1. await が普段より 5倍以上 → 危険
2. aqu-sz が継続的に > 32 → 飽和
3. IOPS が理論値の 80% 超 → 飽和近い

Q9. 単位が k/M/G 混在で読みにくい

iostat -xh 1   # human readable
# または --pretty

Q10. Docker / Kubernetes での I/O 監視

  • Docker: docker stats + iostat(ホスト)
  • Kubernetes: kubectl top pod + node の iostat
  • cAdvisor: コンテナ別 I/O メトリクス

Q11. RAID の各ディスクを見たい

iostat -x md0 sda sdb sdc 1
# md0(RAID デバイス)と物理ディスク両方

Q12. iostat のログを CSV に変換

iostat -xt 1 | awk '/^Device/ {header=1; next} 
                     /^[a-z]/ && header {print}' > iostat.csv

または -o JSON を利用。


参考リンク・関連資料

公式

関連ツール

  • iotop – プロセス別 I/O
  • ioping – レイテンシ測定
  • blktrace – ブロックレベル追跡

関連記事(本サイト)


まとめ

iostat によるディスクI/O 監視、要点を再整理します。

押さえるべき5つのメトリクス

メトリクス意味危険域
%iowaitCPU から見た I/O 待ち> 20%
%utilデバイス使用率(HDD重視)> 80% (HDD)
r_await / w_awaitレイテンシ(ms)> 20ms (HDD) / > 10ms (SSD)
aqu-szキュー長継続的に > 1
r/s + w/sIOPSデバイスの理論値と比較

主要コマンド

# 基本
iostat -xm 1                    # 拡張・MB・1秒間隔

# 記録
iostat -xmt 5 720 > /tmp/io.log # 1時間分

# 活動あるデバイスのみ
iostat -xmtz 1

# 特定デバイス
iostat -x sda nvme0n1 1

# JSON 出力
iostat -xt -o JSON 1 10

判定フロー

%iowait > 20% → I/O疑い
       ↓
iostat -x → デバイス特定
       ↓
HDD: %util重視 / SSD: await重視
       ↓
aqu-sz > 1 → 飽和確定
       ↓
iotop で原因プロセス
       ↓
dmesg でエラー確認

SSD/NVMe での注意

  • %util 100% でも問題ないケースあり
  • await を重視(0.5ms 以下が理想)
  • aqu-sz と IOPS の伸びを確認

ベストプラクティス

  • sysstat を常時有効化(過去データ取得)
  • iotop と併用(プロセス特定)
  • baseline を知る(正常時の値を記録)
  • 時系列で見る(スパイクは瞬間だけ)
  • 仮想化は %steal も見る
  • RAID/LVM は %util を過信しない

関連ツール使い分け

ツール用途
iostatI/O 全体像
iotopプロセス別 I/O
vmstatメモリ + I/O + CPU
sar過去データ
dstat統合表示
pidstatプロセス別統計
blktraceブロックレベル詳細
iopingレイテンシ測定

これらの知識は、サーバー性能問題の切り分け・データベース最適化・仮想化環境の運用・容量計画など、あらゆる場面で活用できます。

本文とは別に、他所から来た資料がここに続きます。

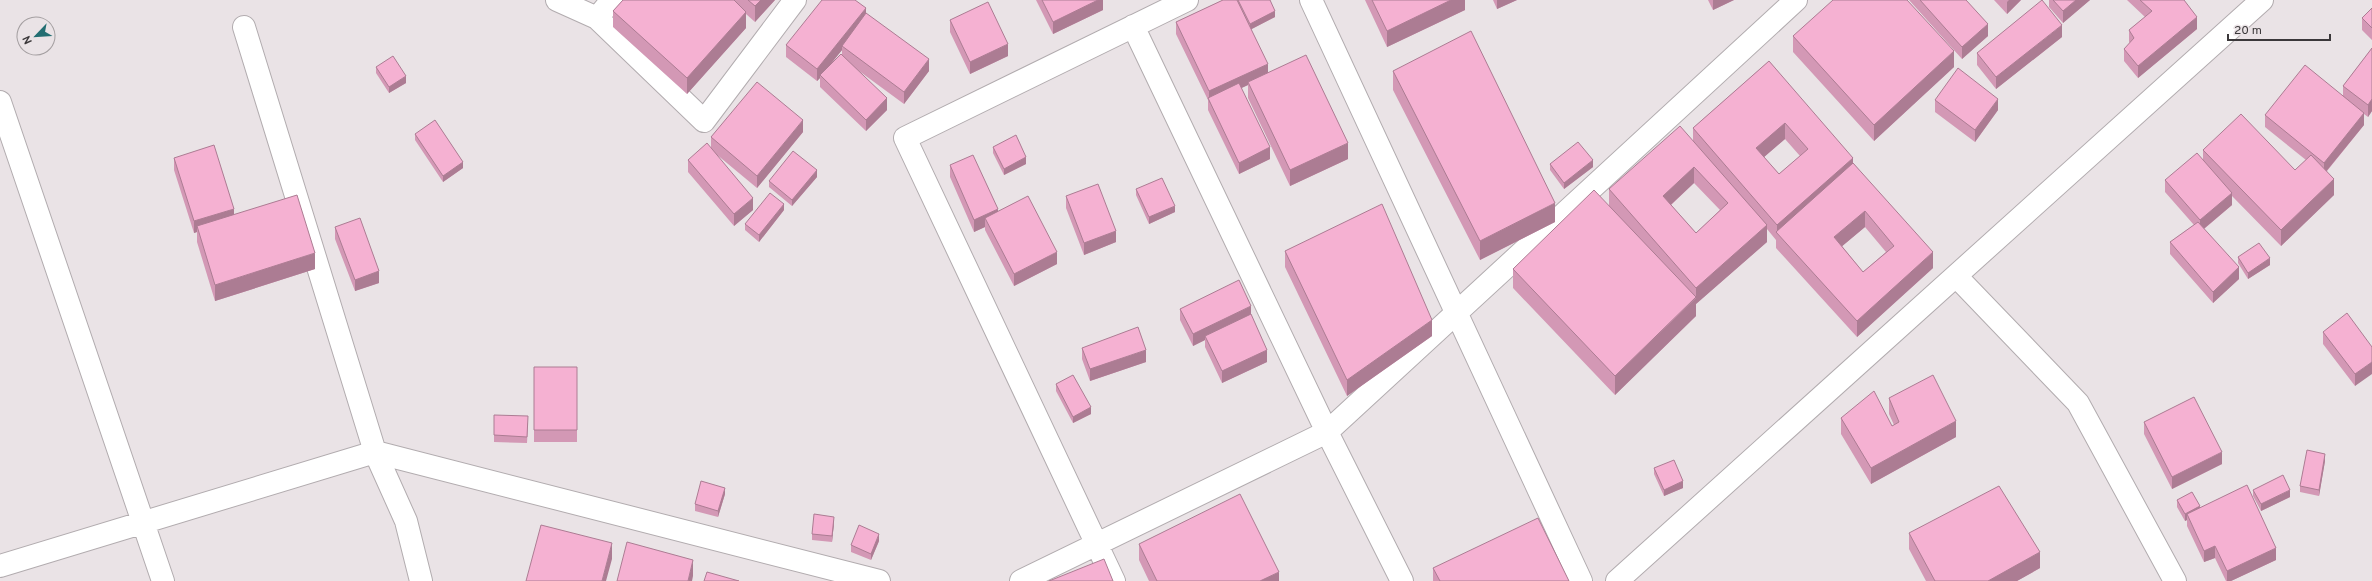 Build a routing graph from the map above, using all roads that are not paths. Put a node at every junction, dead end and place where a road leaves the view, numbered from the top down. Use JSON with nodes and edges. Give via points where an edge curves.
{"nodes":[{"id":1,"x":557,"y":0,"type":"edge"},
{"id":2,"x":612,"y":0,"type":"edge"},
{"id":3,"x":795,"y":0,"type":"edge"},
{"id":4,"x":1187,"y":0,"type":"edge"},
{"id":5,"x":1311,"y":0,"type":"edge"},
{"id":6,"x":1796,"y":0,"type":"edge"},
{"id":7,"x":2262,"y":0,"type":"edge"},
{"id":8,"x":597,"y":18,"type":"junction"},
{"id":9,"x":1133,"y":26,"type":"junction"},
{"id":10,"x":244,"y":27,"type":"dead end"},
{"id":11,"x":0,"y":102,"type":"edge"},
{"id":12,"x":1956,"y":276,"type":"junction"},
{"id":13,"x":1456,"y":314,"type":"junction"},
{"id":14,"x":1328,"y":432,"type":"junction"},
{"id":15,"x":375,"y":452,"type":"junction"},
{"id":16,"x":142,"y":523,"type":"junction"},
{"id":17,"x":1097,"y":544,"type":"junction"},
{"id":18,"x":0,"y":566,"type":"edge"},
{"id":19,"x":162,"y":581,"type":"edge"},
{"id":20,"x":421,"y":581,"type":"edge"},
{"id":21,"x":879,"y":581,"type":"edge"},
{"id":22,"x":1021,"y":581,"type":"edge"},
{"id":23,"x":1114,"y":581,"type":"edge"},
{"id":24,"x":1402,"y":581,"type":"edge"},
{"id":25,"x":1581,"y":581,"type":"edge"},
{"id":26,"x":1617,"y":581,"type":"edge"},
{"id":27,"x":2175,"y":581,"type":"edge"}],
"edges":[{"from":1,"to":8,"type":"street"},
{"from":2,"to":8,"type":"street"},
{"from":3,"to":8,"type":"street","via":[[704,121]]},
{"from":4,"to":9,"type":"street"},
{"from":5,"to":13,"type":"street"},
{"from":6,"to":13,"type":"street"},
{"from":7,"to":12,"type":"street"},
{"from":9,"to":14,"type":"street"},
{"from":9,"to":17,"type":"street","via":[[905,138]]},
{"from":10,"to":15,"type":"street"},
{"from":11,"to":16,"type":"street"},
{"from":12,"to":26,"type":"street"},
{"from":12,"to":27,"type":"street","via":[[2078,404]]},
{"from":13,"to":14,"type":"street"},
{"from":13,"to":25,"type":"street"},
{"from":14,"to":17,"type":"street"},
{"from":14,"to":24,"type":"street"},
{"from":15,"to":16,"type":"street"},
{"from":15,"to":20,"type":"street","via":[[406,521]]},
{"from":15,"to":21,"type":"street"},
{"from":16,"to":18,"type":"street"},
{"from":16,"to":19,"type":"street"},
{"from":17,"to":22,"type":"street"},
{"from":17,"to":23,"type":"street"}]} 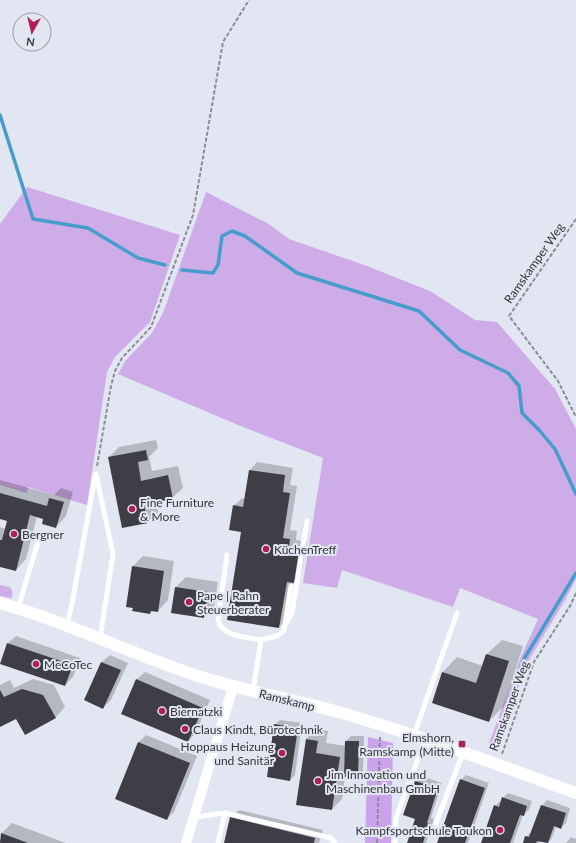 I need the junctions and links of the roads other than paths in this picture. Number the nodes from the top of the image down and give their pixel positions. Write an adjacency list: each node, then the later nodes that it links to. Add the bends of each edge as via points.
1 (306, 521): 8 (lane, via 292,613)
2 (39, 539): 6 (lane)
3 (227, 555): 11 (lane, via 219,626 224,631)
4 (291, 586): 8 (lane)
5 (0, 603): 6 (street, Ramskamp)
6 (18, 608): 9 (street, Ramskamp)
7 (457, 613): 14 (lane)
8 (285, 624): 11 (lane, via 282,634)
9 (67, 625): 10 (street, Ramskamp); 10 (lane, via 96,474 113,554)
10 (100, 639): 12 (street, Ramskamp)
11 (261, 640): 13 (lane)
12 (233, 687): 13 (street, Ramskamp); 18 (street)
13 (253, 692): 14 (street, Ramskamp, via 341,713)
14 (419, 738): 15 (street, Ramskamp); 23 (lane, via 396,818)
15 (463, 753): 16 (street, Ramskamp); 19 (lane)
16 (576, 794)
17 (225, 813): 18 (lane); 21 (lane); 22 (lane, via 331,838)
18 (194, 817): 20 (street)
19 (436, 823)
20 (186, 843)
21 (218, 843)
22 (335, 843)
23 (395, 843) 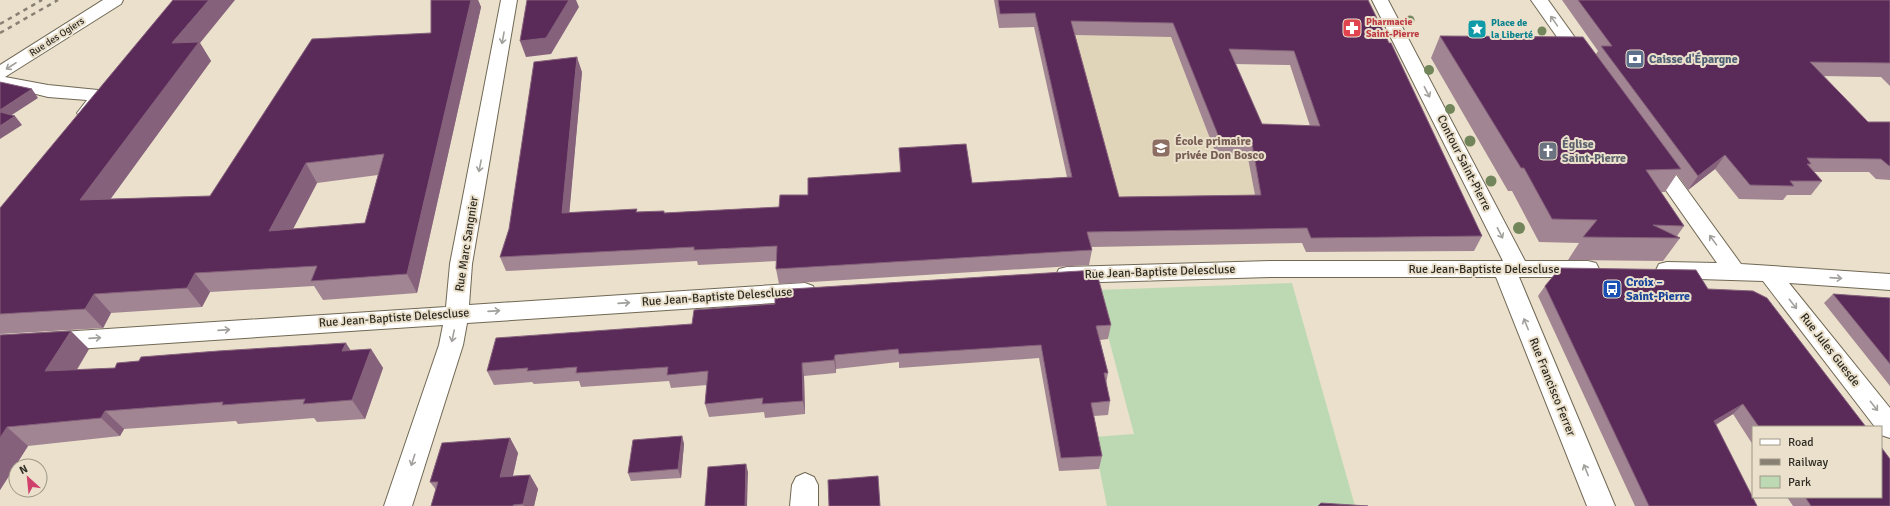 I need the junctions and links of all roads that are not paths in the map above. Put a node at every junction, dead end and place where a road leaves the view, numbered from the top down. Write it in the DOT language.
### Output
graph roads {
  1 [pos="115,0"];
  2 [pos="509,0"];
  3 [pos="1380,0"];
  4 [pos="1539,0"];
  5 [pos="1590,72"];
  6 [pos="0,73"];
  7 [pos="0,82"];
  8 [pos="76,126"];
  9 [pos="1641,142"];
  10 [pos="1511,268"];
  11 [pos="1606,269"];
  12 [pos="1645,270"];
  13 [pos="1735,272"];
  14 [pos="1769,273"];
  15 [pos="1047,276"];
  16 [pos="1890,282"];
  17 [pos="825,290"];
  18 [pos="457,314"];
  19 [pos="0,345"];
  20 [pos="1890,427"];
  21 [pos="398,506"];
  22 [pos="1601,506"];
  1 -- 6 [label="street, Rue des Ogiers, one-way"];
  2 -- 18 [label="street, Rue Marc Sangnier, one-way"];
  3 -- 10 [label="street, Contour Saint-Pierre, one-way"];
  5 -- 4 [label="street, one-way"];
  7 -- 8 [label="street"];
  13 -- 9 [label="street, one-way"];
  10 -- 11 [label="street, Rue Jean-Baptiste Delescluse"];
  10 -- 15 [label="street, Rue Jean-Baptiste Delescluse"];
  22 -- 10 [label="street, Rue Francisco Ferrer, one-way"];
  12 -- 13 [label="street"];
  13 -- 14 [label="street"];
  14 -- 16 [label="street, one-way"];
  14 -- 20 [label="street, Rue Jules Guesde, one-way"];
  18 -- 17 [label="street, Rue Jean-Baptiste Delescluse, one-way"];
  19 -- 18 [label="street, Rue Jean-Baptiste Delescluse, one-way"];
  18 -- 21 [label="street, Rue Marc Sangnier, one-way"];
} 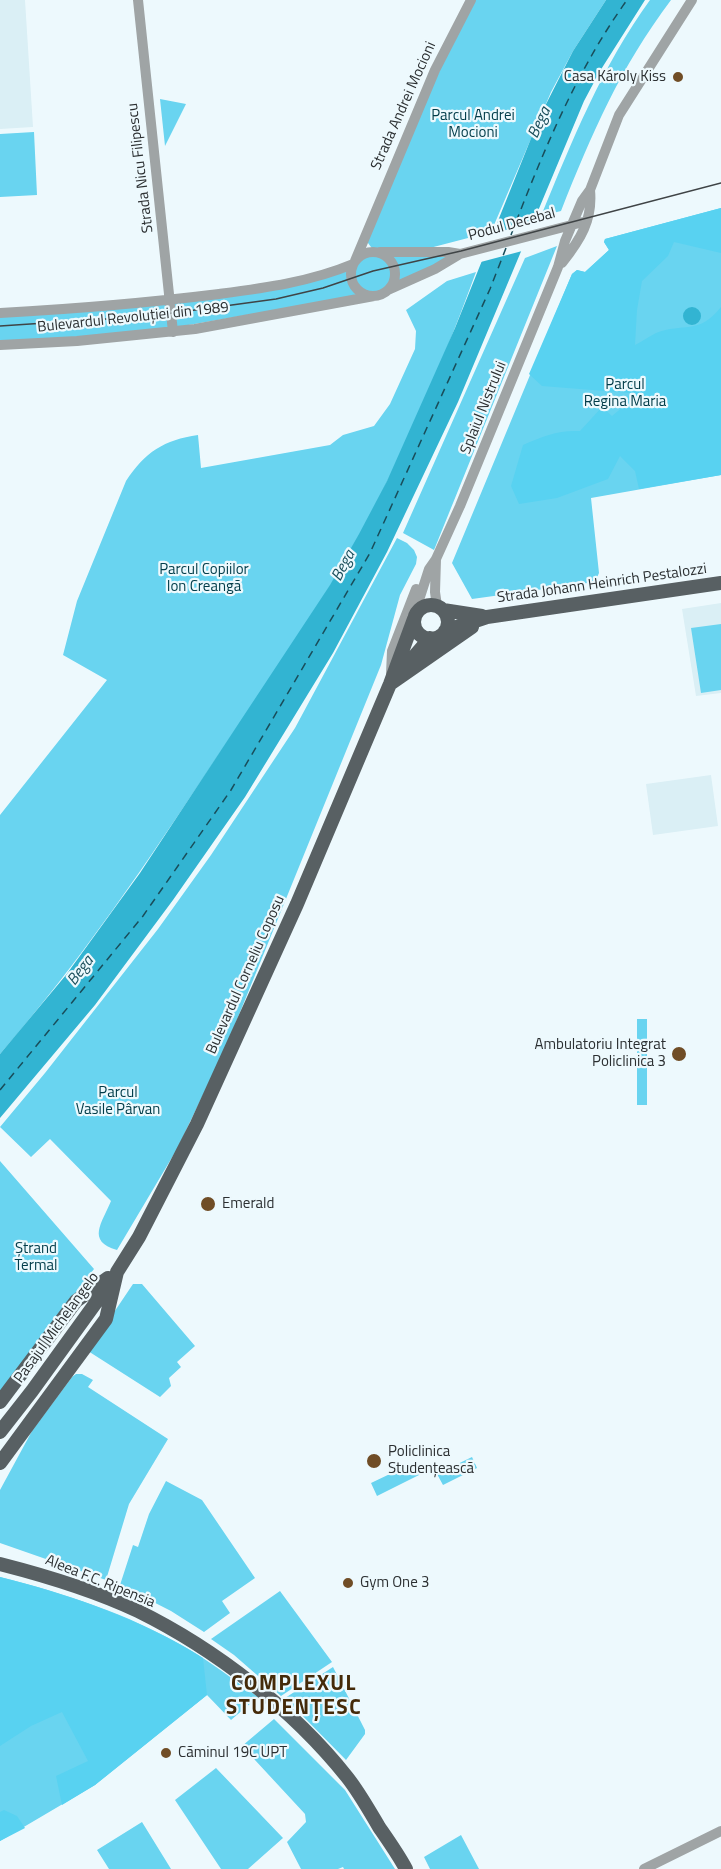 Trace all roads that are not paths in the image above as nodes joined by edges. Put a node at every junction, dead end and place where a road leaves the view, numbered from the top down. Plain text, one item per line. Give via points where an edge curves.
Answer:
1 (138, 0) edge
2 (471, 0) edge
3 (692, 0) edge
4 (590, 190) junction
5 (587, 221) junction
6 (572, 225) junction
7 (368, 226) junction
8 (372, 252) junction
9 (460, 254) junction
10 (354, 262) junction
11 (558, 267) junction
12 (388, 290) junction
13 (374, 296) junction
14 (170, 300) junction
15 (0, 312) edge
16 (173, 332) junction
17 (0, 345) edge
18 (436, 559) junction
19 (429, 569) junction
20 (721, 583) edge
21 (440, 608) junction
22 (417, 614) junction
23 (487, 617) junction
24 (445, 631) junction
25 (430, 638) junction
26 (390, 684) junction
27 (117, 1272) junction
28 (0, 1402) edge
29 (0, 1432) edge
30 (0, 1463) edge
31 (0, 1564) edge
32 (721, 1831) edge
33 (406, 1869) edge
34 (644, 1869) edge

1 - 14 street, Strada Nicu Filipescu
2 - 7 street, Strada Andrei Mocioni via 435,70
3 - 4 street, Splaiul Nistrului via 619,115
4 - 5 street, Splaiul Nistrului via 592,205
4 - 6 street, Splaiul Nistrului
5 - 6 street, Podul Decebal
5 - 11 street, Splaiul Nistrului via 578,244
6 - 9 street, Podul Decebal
6 - 11 street, Splaiul Nistrului
7 - 8 street, Strada Andrei Mocioni
7 - 10 street, Strada Andrei Mocioni
8 - 9 street
8 - 10 street, Bulevardul Revoluției din 1989
8 - 12 street via 388,258 394,268 394,280
9 - 12 street, Bulevardul Revoluției din 1989
10 - 13 street via 354,286
10 - 14 street, Bulevardul Revoluției din 1989 via 288,283
11 - 18 street, Splaiul Nistrului
12 - 13 street, Bulevardul Revoluției din 1989
13 - 16 street, Bulevardul Revoluției din 1989
14 - 15 street, Bulevardul Revoluției din 1989
14 - 16 street, Strada Nicu Filipescu
16 - 17 street, Bulevardul Revoluției din 1989
18 - 19 street, Splaiul Nistrului
18 - 21 street, Splaiul Nistrului
19 - 22 street, Splaiul Nistrului
19 - 26 street via 420,579 392,651
20 - 23 main road, Strada Johann Heinrich Pestalozzi
21 - 22 main road via 427,605
21 - 23 main road, Strada Johann Heinrich Pestalozzi
21 - 24 main road via 447,622
22 - 25 main road via 415,628
22 - 26 main road, Bulevardul Corneliu Coposu
23 - 24 main road, Strada Johann Heinrich Pestalozzi
23 - 26 main road
24 - 25 main road
25 - 26 main road, Bulevardul Corneliu Coposu
26 - 27 main road, Bulevardul Corneliu Coposu via 297,904 197,1124
27 - 28 main road, Bulevardul Corneliu Coposu via 76,1301
27 - 29 main road, Pasajul Michelangelo
27 - 30 main road, Bulevardul Corneliu Coposu via 106,1319
31 - 33 main road, Aleea F.C. Ripensia via 74,1586 138,1611 257,1688 323,1749 349,1779
32 - 34 street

本記事をブックマークしておけば、ディスクI/O トラブルを確実に特定・解決できるようになります。


本記事は2026年6月時点の情報をもとに、sysstat 12.5+、Linux Kernel 6.x、Ubuntu 22.04/24.04、RHEL 9 での動作確認・公式ドキュメントに基づき作成しています。sysstat のバージョンやディストリビューションによって出力形式が異なる場合があるため、最新の情報は man ページ(man iostatman sarman vmstat)もあわせてご確認ください。